Eğer marifet ve manevi makam kapılarından bir kapı yüzüne açıldıysa kendi gurur ve anlayışından korkar.  Kendisine verdiği nimetin hakkını ve şükrünü yerine hakkıyla getirmemekten çekinir.

Ömrün Sonuna Kadar Ne Olmalı

Ömrün sonundan da korkmalıdır. Zira saadet ve bedbahtlığın ölçüsü işin sonundadır. Nice kimseler vardır ki ömrünün sonuna kadar zahir olarak saadet ve hayır üzere görünürler ama işin sonunda bedbahtlık söz konusudur.

Herkes İmtihan Edilecektir

Yine Allah'ın onu şiddetli imtihanlarla imtihan etmesinden korkmalıdır. Çünkü bütün iman ehli olan kimseler hangi mertebede olurlarsa olsunlar bu tehlike ile karşı karşıyadırlar.

"İnsanlar, inandık demekle imtihan edilmeden bırakılacaklarını mı zannederler."[11]

Hz. İbrahim ve Ateş

Hz. İbrahim'i ateşe atmak için mancınığa koydukları vakit: "Allah bana yeter, her durumda Allah'tan başkasına itina etmiyorum." Dedi. Bu büyük bir iddia olduğu için Allah onu imtihana tabi tuttu. Cebrail'i göndererek: Ey İbrahim! Ne hacetin varsa söyle yerine getireyim. Dedi. Hz. İbrahim şöyle dedi: Senden isteyecek hiçbir hacetim yok. Cebrail şöyle dedi: O zaman O'ndan iste. Hz. İbrahim şöyle cevapladı: O benim halimi biliyor. Hal böyle iken söylemeye hacet yok.[12]

Bundan dolayı Allah şöyle buyuruyor: "O İbrahim ki ahdine iyiden iyiye vefa etmişti."[13]

İmanın Azlığı, Gafletin Çokluğu

Hangi makamda olursa olsun herkes Allah’ın kendisine tuzak kurmasından korkmalıdır. Zira Allah’ın azabından güvende olduğunu düşünmek ve korkmamak ya kâfirler gibi Allah'a imanın olmayışı ve kıyamet gününe inanmamaktan kaynaklanır. Ya da günahkârlar gibi imanın zayıf olması, gaflet ve rahmet ayetlerinin mağrur kılması nedeniyledir.

Azamete Cahil Amele Gurur

Bazı itaat ve ibadet ehli olan kimseler Allah'ın azamet sahibi ve gani, kendilerini de aciz ve muhtaç olarak görmedikleri için kendi amellerine güvenir ve Allah'tan korkmayı unuturlar. Ama şundan gafildirler ki nice ameller vardır ki sahibinin yanında çok büyüktür ama kabul şartlarına haiz olmadıkları için Allah katında en ufak bir değere bile sahip değillerdir. Kabul olsa bile Allah kendi keremiyle değil adaleti ile bu amelin karşılığını verebilir.

Âlimler Allah'tan Korkar

Kim Allah'ın izzet, azamet ve ihtiyaçsızlığına ne kadar âlimse kendi zillet, ihtiyaç ve naçizliğine de o oranda agâhtır.
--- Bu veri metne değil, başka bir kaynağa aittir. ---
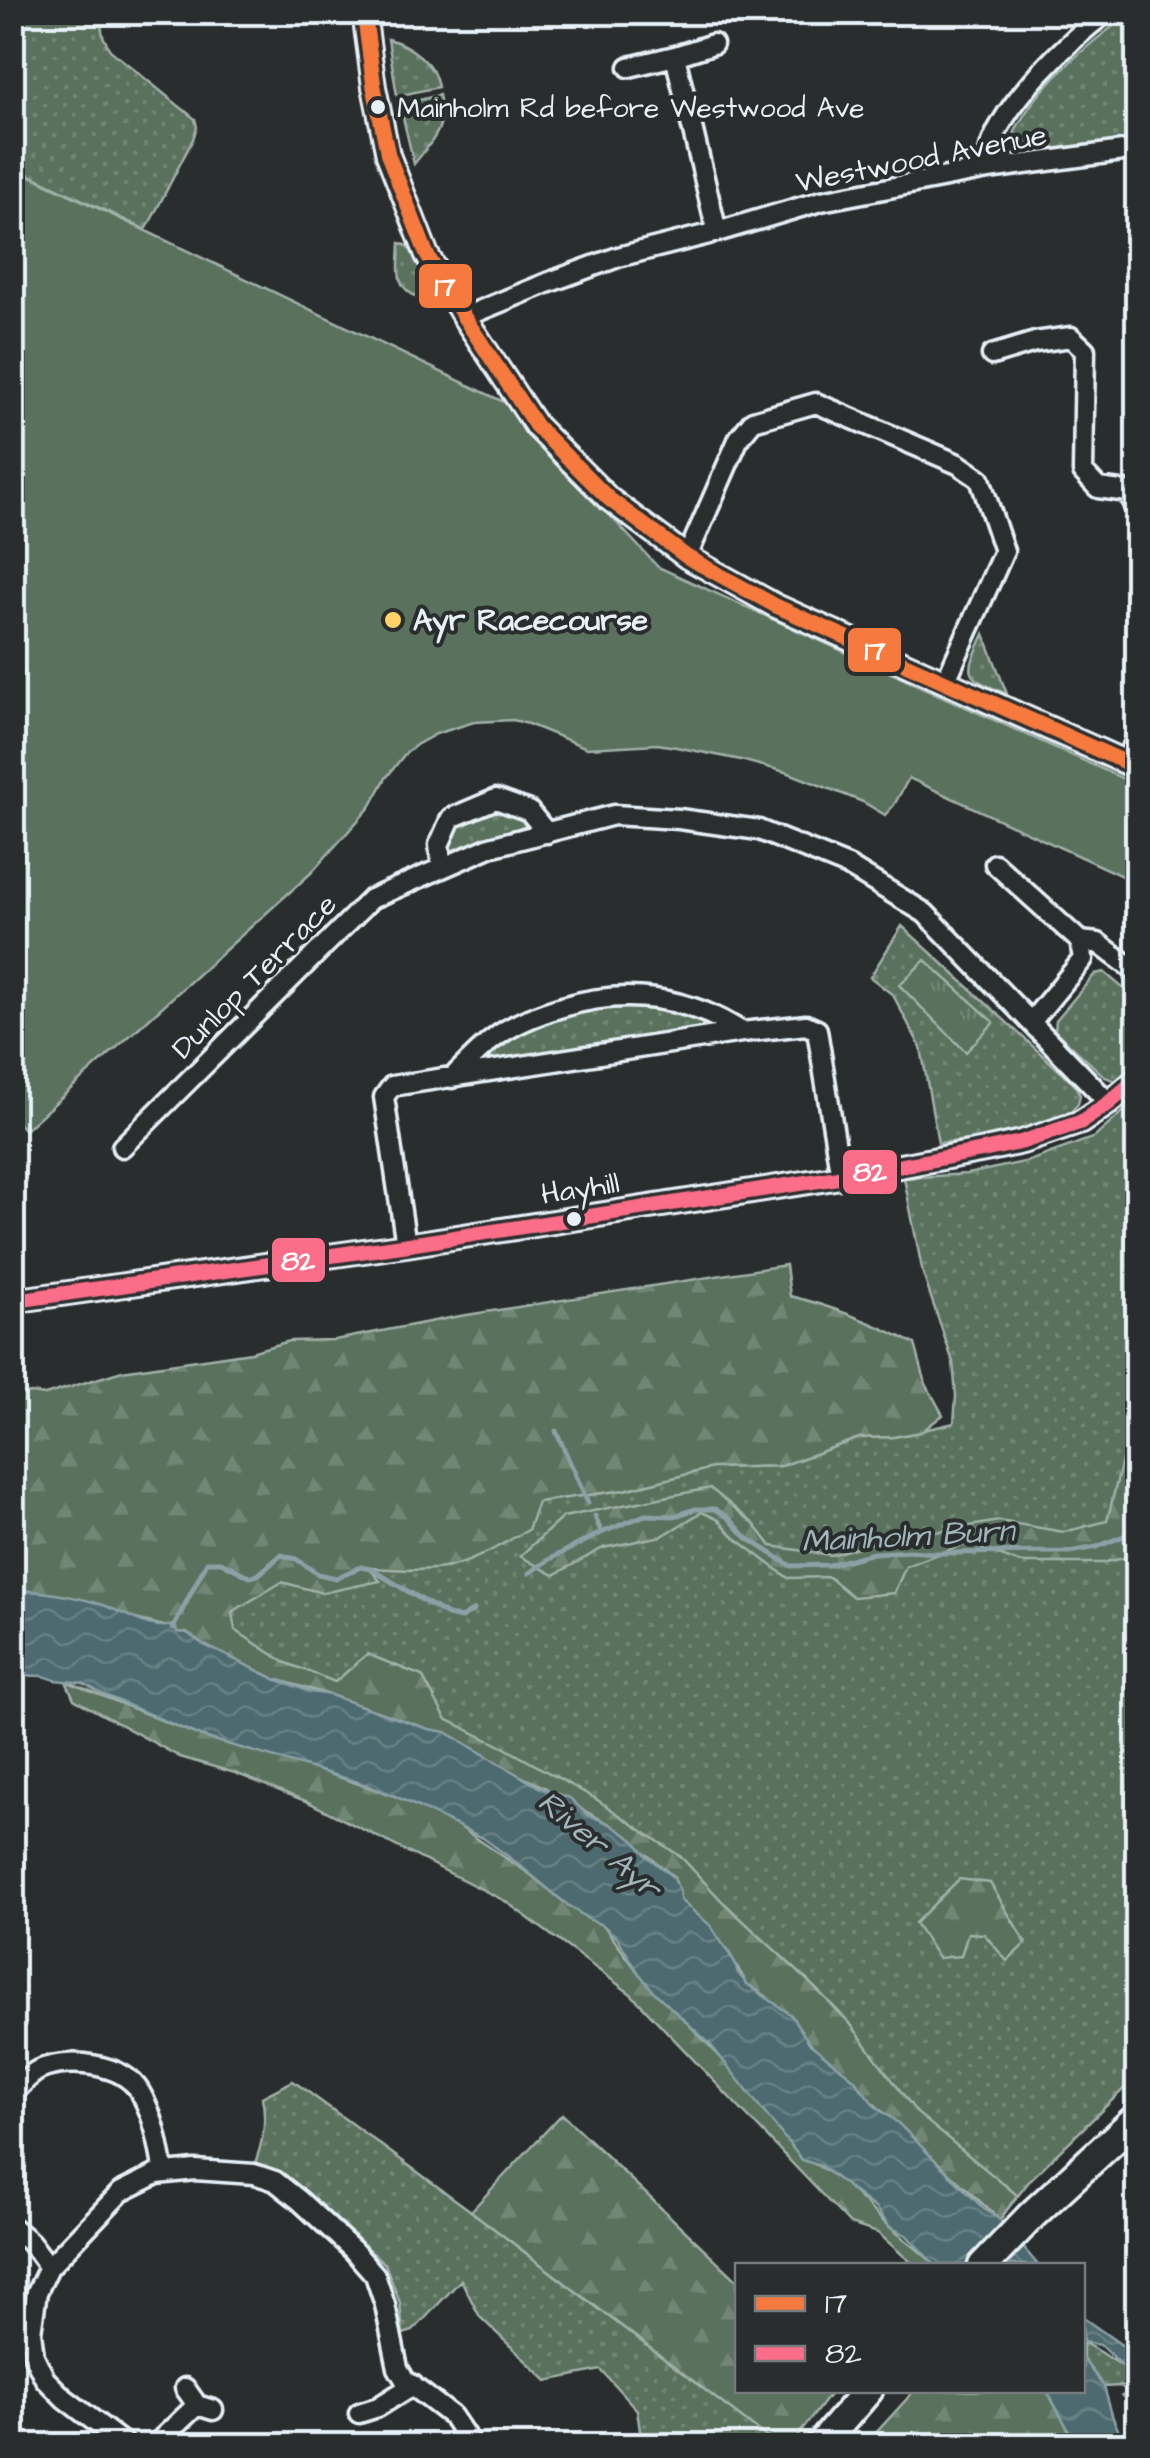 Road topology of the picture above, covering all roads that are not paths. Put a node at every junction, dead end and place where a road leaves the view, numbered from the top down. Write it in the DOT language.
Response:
graph roads {
  1 [pos="364,12"];
  2 [pos="1106,12"];
  3 [pos="713,44"];
  4 [pos="675,56"];
  5 [pos="629,67"];
  6 [pos="1138,150"];
  7 [pos="988,169"];
  8 [pos="717,232"];
  9 [pos="464,318"];
  10 [pos="992,355"];
  11 [pos="1138,532"];
  12 [pos="687,557"];
  13 [pos="946,680"];
  14 [pos="1138,734"];
  15 [pos="1132,765"];
  16 [pos="547,833"];
  17 [pos="995,864"];
  18 [pos="442,868"];
  19 [pos="1080,941"];
  20 [pos="1138,973"];
  21 [pos="1031,1022"];
  22 [pos="742,1032"];
  23 [pos="452,1078"];
  24 [pos="1138,1078"];
  25 [pos="1109,1103"];
  26 [pos="122,1147"];
  27 [pos="840,1177"];
  28 [pos="406,1245"];
  29 [pos="12,1301"];
  30 [pos="12,2094"];
  31 [pos="1138,2117"];
  32 [pos="164,2174"];
  33 [pos="12,2227"];
  34 [pos="986,2263"];
  35 [pos="50,2267"];
  36 [pos="413,2385"];
  37 [pos="185,2388"];
  38 [pos="865,2393"];
  39 [pos="358,2413"];
  40 [pos="126,2446"];
  41 [pos="154,2446"];
  42 [pos="472,2446"];
  43 [pos="820,2446"];
  1 -- 9 [label="street"];
  2 -- 7 [label="street"];
  3 -- 4 [label="street"];
  4 -- 5 [label="street"];
  4 -- 8 [label="street"];
  6 -- 7 [label="street, Westwood Avenue"];
  7 -- 8 [label="street, Westwood Avenue"];
  8 -- 9 [label="street, Westwood Avenue"];
  9 -- 12 [label="street"];
  10 -- 11 [label="street"];
  12 -- 13 [label="street"];
  12 -- 13 [label="street"];
  13 -- 15 [label="street"];
  14 -- 15 [label="street"];
  16 -- 18 [label="street, Dunlop Terrace"];
  16 -- 18 [label="street"];
  16 -- 21 [label="street, Dunlop Terrace"];
  17 -- 19 [label="street"];
  18 -- 26 [label="street, Dunlop Terrace"];
  19 -- 20 [label="street"];
  19 -- 21 [label="street"];
  21 -- 25 [label="street, Dunlop Terrace"];
  22 -- 23 [label="street"];
  22 -- 23 [label="street"];
  22 -- 27 [label="street"];
  23 -- 28 [label="street"];
  24 -- 25 [label="street, Hayhill"];
  25 -- 27 [label="street, Hayhill"];
  27 -- 28 [label="street, Hayhill"];
  28 -- 29 [label="street, Hayhill"];
  30 -- 32 [label="street"];
  31 -- 34 [label="highway"];
  32 -- 35 [label="street"];
  32 -- 36 [label="street"];
  33 -- 35 [label="street"];
  35 -- 40 [label="street"];
  36 -- 39 [label="street"];
  36 -- 42 [label="street"];
  37 -- 41 [label="street"];
  38 -- 43 [label="highway"];
} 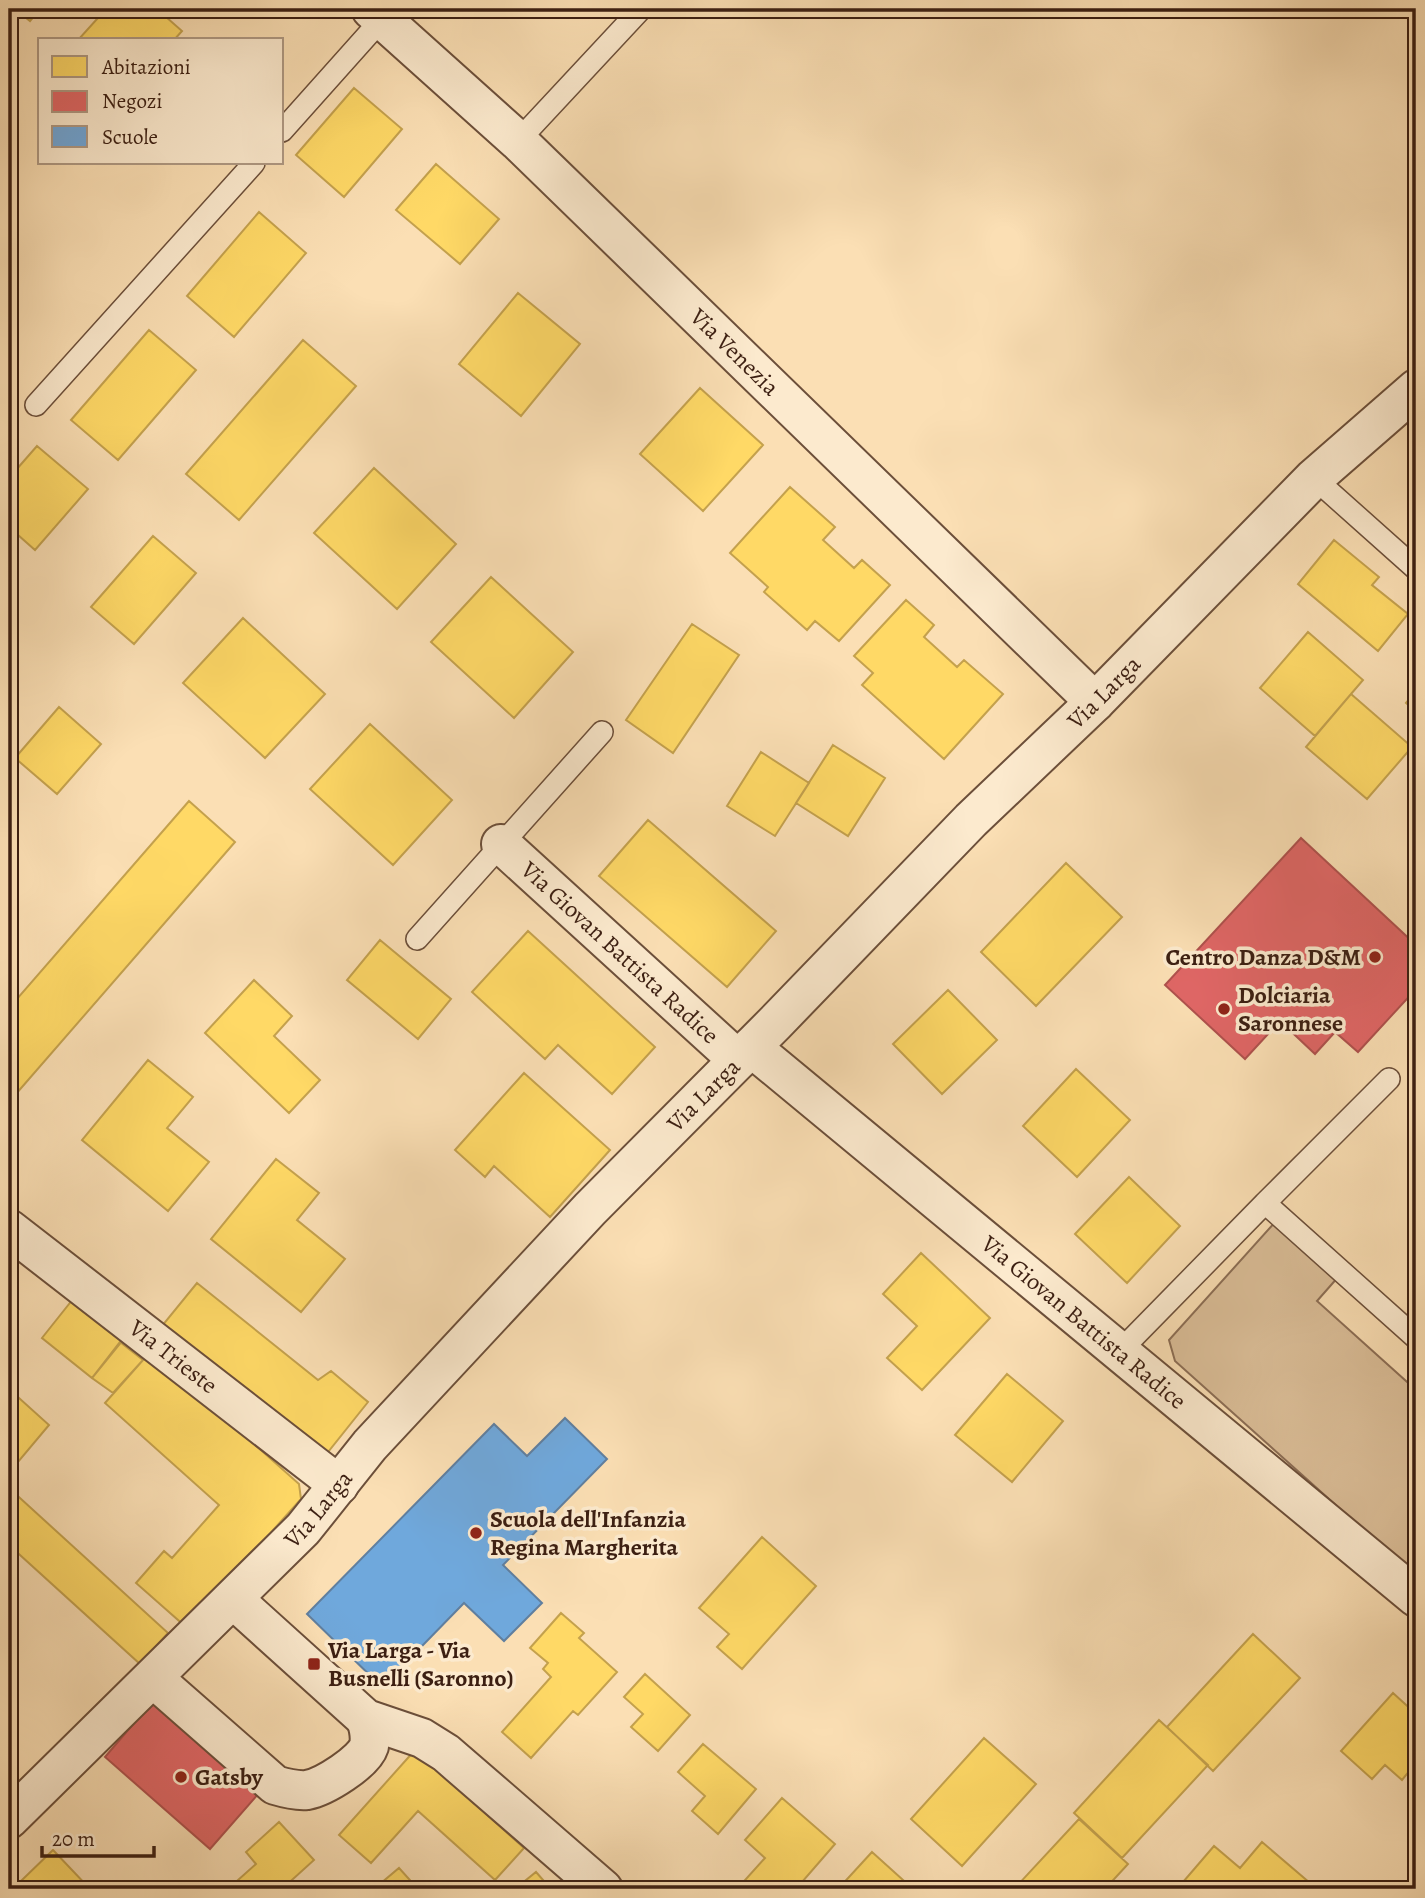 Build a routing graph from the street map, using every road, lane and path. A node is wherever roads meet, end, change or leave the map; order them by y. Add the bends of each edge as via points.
1 (641, 9) edge
2 (377, 14) edge
3 (284, 129) edge
4 (518, 141) junction
5 (253, 164) edge
6 (1416, 389) edge
7 (36, 405) dead end
8 (1314, 478) junction
9 (1416, 569) edge
10 (1095, 702) junction
11 (601, 732) dead end
12 (501, 844) junction
13 (417, 939) dead end
14 (744, 1054) junction
15 (1389, 1079) dead end
16 (1265, 1203) junction
17 (9, 1229) edge
18 (1416, 1338) edge
19 (1120, 1351) junction
20 (339, 1485) junction
21 (1416, 1597) edge
22 (233, 1599) junction
23 (153, 1678) junction
24 (366, 1719) junction
25 (9, 1819) edge
26 (603, 1889) edge

1 - 4 lane
2 - 3 lane
2 - 4 street, Via Venezia
4 - 10 street, Via Venezia
5 - 7 lane
6 - 8 street, Via Larga
8 - 9 lane
8 - 10 street, Via Larga
10 - 14 street, Via Larga via 971,820
11 - 12 lane
12 - 13 lane
12 - 14 street, Via Giovan Battista Radice
14 - 19 street, Via Giovan Battista Radice
14 - 20 street, Via Larga via 581,1219 370,1445
15 - 16 lane
16 - 18 lane
16 - 19 lane
17 - 20 street, Via Trieste
19 - 21 street, Via Giovan Battista Radice
20 - 22 street, Via Larga via 303,1529
22 - 23 street, Via Larga
22 - 24 street
23 - 24 street via 275,1785 290,1790 309,1790 344,1773 368,1748
23 - 25 street, Via Larga
24 - 26 street via 422,1738 446,1753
"Kullar, içinden ancak âlimler, Allah’tan (gereğince) korkar."[14]

Hz. Peygamber (s.a.a) şöyle buyurmuştur: "Hikmetin başı Allah'tan korkmaktır."[15]

Hz. Peygamber’in Ümmü Seleme’ye Sözü

Ümmü Seleme şöyle dedi: Bir gece yarısı Hz. Peygamberin evin bir köşesine çekilerek ağlar bir halde şöyle dua ettiğini gördüm: "Allah'ım! Bana verdiğin nimeti geri alma. Allah'ım! Beni düşmanın kıskançlık ve alay konusu yapma. Allah'ım! Beni, benden uzaklaştırdığın kötülüklere geri çevirme. Allah'ım! Beni bir an bile kendi nefsimle baş başa bırakma." Ümmü Seleme şöyle söylüyor: Ben peygamberin bu halini görüp ve bu cümleleri duyunca ağlamaya başladım. Hz. Peygamber (s.a.a) neden ağladığımı sordu. Şöyle arz ettim: Nasıl ağlamayayım? Siz bu makamların sahibi olarak böyle dua ederseniz ben nasıl ağlamayayım? Hz. Peygamber (s.a.a)  şöyle buyurdu: Nasıl korkmayayım! Allah Hz. Yunus'u bir an kendi nefsiyle baş başa bıraktı o kadar şey başına geldi.[16]

Enbiya ve İmamlar Herkesten Daha Çok Korkardı

Kuran'da peygamberlerin sıfatlarından bahsederken şöyle buyuruyor:

"Onlar gerçekten hayır işlerinde yarışırlar, (rahmetimizi) umarak ve (azabımızdan) korkarak bize dua ederlerdi. Onlar bize derin saygı duyan kimselerdi."[17]

Mümin Korku ve Ümit Arasındadır

Mümin daima korku ile ümit arasında olmalıdır. Yanı Allah'ın azabından korkmalı ve O'nun rahmet ve feyzinden dolayı da ümitli olmalıdır. Öyle bir korku ki onu günahtan alıkoymalıdır.

"De ki: Ben Rabbime isyan edersem gerçekten, büyük bir günün (kıyamet gününün) azabından korkarım.”[18]

Ümit Mağrur Olma Sebebi Olmaz

Allah'ın lütuf ve keremine karşı ümitli olmalı ki onu mağrur olmaya ve korkmamaya değil onu ibadet ve itaate sevk etmelidir.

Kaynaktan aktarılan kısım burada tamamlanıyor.